▶ _EXERCISE_:
The records follow. Filter them to the lines that hold "Grove".

▶ _Source data_:

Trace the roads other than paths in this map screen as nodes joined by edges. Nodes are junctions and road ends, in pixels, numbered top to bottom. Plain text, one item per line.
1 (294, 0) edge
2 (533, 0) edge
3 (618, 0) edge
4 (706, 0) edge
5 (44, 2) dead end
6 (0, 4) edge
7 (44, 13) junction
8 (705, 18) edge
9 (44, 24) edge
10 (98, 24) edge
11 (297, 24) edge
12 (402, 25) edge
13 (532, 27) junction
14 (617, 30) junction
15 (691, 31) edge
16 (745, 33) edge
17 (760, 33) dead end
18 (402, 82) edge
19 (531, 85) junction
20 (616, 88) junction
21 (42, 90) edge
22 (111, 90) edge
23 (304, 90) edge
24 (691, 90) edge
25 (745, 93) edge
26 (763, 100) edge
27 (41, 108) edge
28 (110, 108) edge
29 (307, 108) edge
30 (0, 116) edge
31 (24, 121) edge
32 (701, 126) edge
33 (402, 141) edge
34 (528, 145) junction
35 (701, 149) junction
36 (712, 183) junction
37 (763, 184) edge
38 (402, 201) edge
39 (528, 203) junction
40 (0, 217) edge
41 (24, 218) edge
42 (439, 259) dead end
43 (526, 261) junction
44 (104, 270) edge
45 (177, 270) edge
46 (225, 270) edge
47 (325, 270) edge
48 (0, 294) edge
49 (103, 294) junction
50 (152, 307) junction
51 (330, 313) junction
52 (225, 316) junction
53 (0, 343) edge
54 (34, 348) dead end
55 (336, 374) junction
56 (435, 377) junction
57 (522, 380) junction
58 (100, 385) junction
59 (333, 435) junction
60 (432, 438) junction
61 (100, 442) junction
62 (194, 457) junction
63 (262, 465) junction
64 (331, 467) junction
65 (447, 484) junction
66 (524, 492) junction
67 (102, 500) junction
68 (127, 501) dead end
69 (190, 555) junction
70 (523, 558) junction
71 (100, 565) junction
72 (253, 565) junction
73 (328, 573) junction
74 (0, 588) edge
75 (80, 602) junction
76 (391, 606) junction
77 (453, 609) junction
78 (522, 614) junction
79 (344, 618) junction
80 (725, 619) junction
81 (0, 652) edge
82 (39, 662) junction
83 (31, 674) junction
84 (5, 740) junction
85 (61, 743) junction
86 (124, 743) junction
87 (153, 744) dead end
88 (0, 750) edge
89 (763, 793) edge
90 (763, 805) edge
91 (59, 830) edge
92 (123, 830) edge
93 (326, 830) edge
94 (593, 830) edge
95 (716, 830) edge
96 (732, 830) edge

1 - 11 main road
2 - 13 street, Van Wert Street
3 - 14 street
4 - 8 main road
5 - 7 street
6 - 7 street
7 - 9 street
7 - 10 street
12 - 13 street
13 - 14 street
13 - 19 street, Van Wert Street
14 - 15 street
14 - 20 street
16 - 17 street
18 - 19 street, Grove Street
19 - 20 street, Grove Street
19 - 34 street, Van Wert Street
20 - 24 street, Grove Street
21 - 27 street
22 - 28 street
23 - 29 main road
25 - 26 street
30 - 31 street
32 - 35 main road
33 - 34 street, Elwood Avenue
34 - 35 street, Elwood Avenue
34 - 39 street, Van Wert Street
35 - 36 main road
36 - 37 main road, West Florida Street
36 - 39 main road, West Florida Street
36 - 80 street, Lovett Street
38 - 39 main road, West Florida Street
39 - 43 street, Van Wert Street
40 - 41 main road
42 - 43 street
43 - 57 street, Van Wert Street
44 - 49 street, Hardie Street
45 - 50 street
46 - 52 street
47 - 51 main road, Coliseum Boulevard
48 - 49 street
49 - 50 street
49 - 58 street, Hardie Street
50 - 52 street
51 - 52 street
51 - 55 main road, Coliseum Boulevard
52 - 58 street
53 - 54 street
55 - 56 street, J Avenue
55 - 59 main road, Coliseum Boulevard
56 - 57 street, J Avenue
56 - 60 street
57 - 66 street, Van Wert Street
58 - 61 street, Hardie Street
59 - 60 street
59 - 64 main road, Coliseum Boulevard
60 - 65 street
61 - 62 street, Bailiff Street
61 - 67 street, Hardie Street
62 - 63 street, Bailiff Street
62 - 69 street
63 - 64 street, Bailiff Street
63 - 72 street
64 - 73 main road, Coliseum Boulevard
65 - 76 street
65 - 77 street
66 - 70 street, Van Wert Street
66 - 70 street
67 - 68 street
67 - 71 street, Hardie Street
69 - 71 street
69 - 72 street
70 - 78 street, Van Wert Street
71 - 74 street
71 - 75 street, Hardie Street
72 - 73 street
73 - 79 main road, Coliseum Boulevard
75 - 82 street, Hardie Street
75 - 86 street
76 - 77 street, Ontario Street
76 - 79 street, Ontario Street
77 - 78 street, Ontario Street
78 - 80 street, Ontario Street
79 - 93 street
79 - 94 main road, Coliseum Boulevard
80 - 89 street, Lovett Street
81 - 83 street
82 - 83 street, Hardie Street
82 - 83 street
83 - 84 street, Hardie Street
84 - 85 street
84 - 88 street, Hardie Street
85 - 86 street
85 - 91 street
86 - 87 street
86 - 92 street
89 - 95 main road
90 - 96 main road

▶ _RESULT OF THE EXERCISE_:
18 - 19 street, Grove Street
19 - 20 street, Grove Street
20 - 24 street, Grove Street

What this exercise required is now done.